** WHAT TO DO **
An exact copy of every record, with no pictures, please.

==================================================

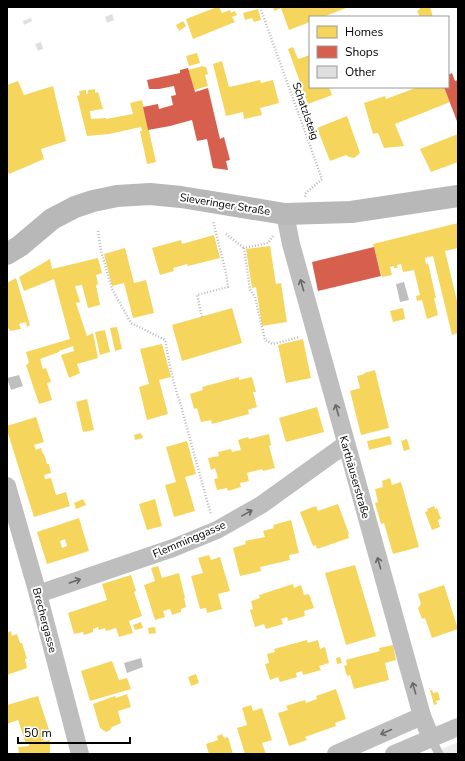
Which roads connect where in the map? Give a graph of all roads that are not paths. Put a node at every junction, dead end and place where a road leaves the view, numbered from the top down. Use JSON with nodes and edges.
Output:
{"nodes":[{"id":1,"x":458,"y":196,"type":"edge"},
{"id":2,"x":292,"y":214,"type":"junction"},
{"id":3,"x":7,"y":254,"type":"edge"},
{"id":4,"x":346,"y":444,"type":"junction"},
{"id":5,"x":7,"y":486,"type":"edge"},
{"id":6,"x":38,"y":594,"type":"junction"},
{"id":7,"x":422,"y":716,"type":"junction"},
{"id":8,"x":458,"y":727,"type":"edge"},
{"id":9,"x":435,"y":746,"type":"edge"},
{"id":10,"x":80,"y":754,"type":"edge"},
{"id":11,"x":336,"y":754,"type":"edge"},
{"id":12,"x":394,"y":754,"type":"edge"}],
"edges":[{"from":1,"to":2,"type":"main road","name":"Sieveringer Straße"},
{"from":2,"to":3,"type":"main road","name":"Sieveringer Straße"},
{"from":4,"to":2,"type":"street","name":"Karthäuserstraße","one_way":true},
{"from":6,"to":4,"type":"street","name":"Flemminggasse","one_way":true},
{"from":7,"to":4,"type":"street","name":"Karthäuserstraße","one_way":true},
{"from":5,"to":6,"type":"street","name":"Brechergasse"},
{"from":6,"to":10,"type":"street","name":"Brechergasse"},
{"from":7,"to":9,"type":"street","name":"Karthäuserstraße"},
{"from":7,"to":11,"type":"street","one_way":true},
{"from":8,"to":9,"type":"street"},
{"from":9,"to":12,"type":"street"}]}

==================================================

** REPLY **
Which roads connect where in the map? Give a graph of all roads that are not paths. Put a node at every junction, dead end and place where a road leaves the view, numbered from the top down. Use JSON with nodes and edges.
Output:
{"nodes":[{"id":1,"x":458,"y":196,"type":"edge"},
{"id":2,"x":292,"y":214,"type":"junction"},
{"id":3,"x":7,"y":254,"type":"edge"},
{"id":4,"x":346,"y":444,"type":"junction"},
{"id":5,"x":7,"y":486,"type":"edge"},
{"id":6,"x":38,"y":594,"type":"junction"},
{"id":7,"x":422,"y":716,"type":"junction"},
{"id":8,"x":458,"y":727,"type":"edge"},
{"id":9,"x":435,"y":746,"type":"edge"},
{"id":10,"x":80,"y":754,"type":"edge"},
{"id":11,"x":336,"y":754,"type":"edge"},
{"id":12,"x":394,"y":754,"type":"edge"}],
"edges":[{"from":1,"to":2,"type":"main road","name":"Sieveringer Straße"},
{"from":2,"to":3,"type":"main road","name":"Sieveringer Straße"},
{"from":4,"to":2,"type":"street","name":"Karthäuserstraße","one_way":true},
{"from":6,"to":4,"type":"street","name":"Flemminggasse","one_way":true},
{"from":7,"to":4,"type":"street","name":"Karthäuserstraße","one_way":true},
{"from":5,"to":6,"type":"street","name":"Brechergasse"},
{"from":6,"to":10,"type":"street","name":"Brechergasse"},
{"from":7,"to":9,"type":"street","name":"Karthäuserstraße"},
{"from":7,"to":11,"type":"street","one_way":true},
{"from":8,"to":9,"type":"street"},
{"from":9,"to":12,"type":"street"}]}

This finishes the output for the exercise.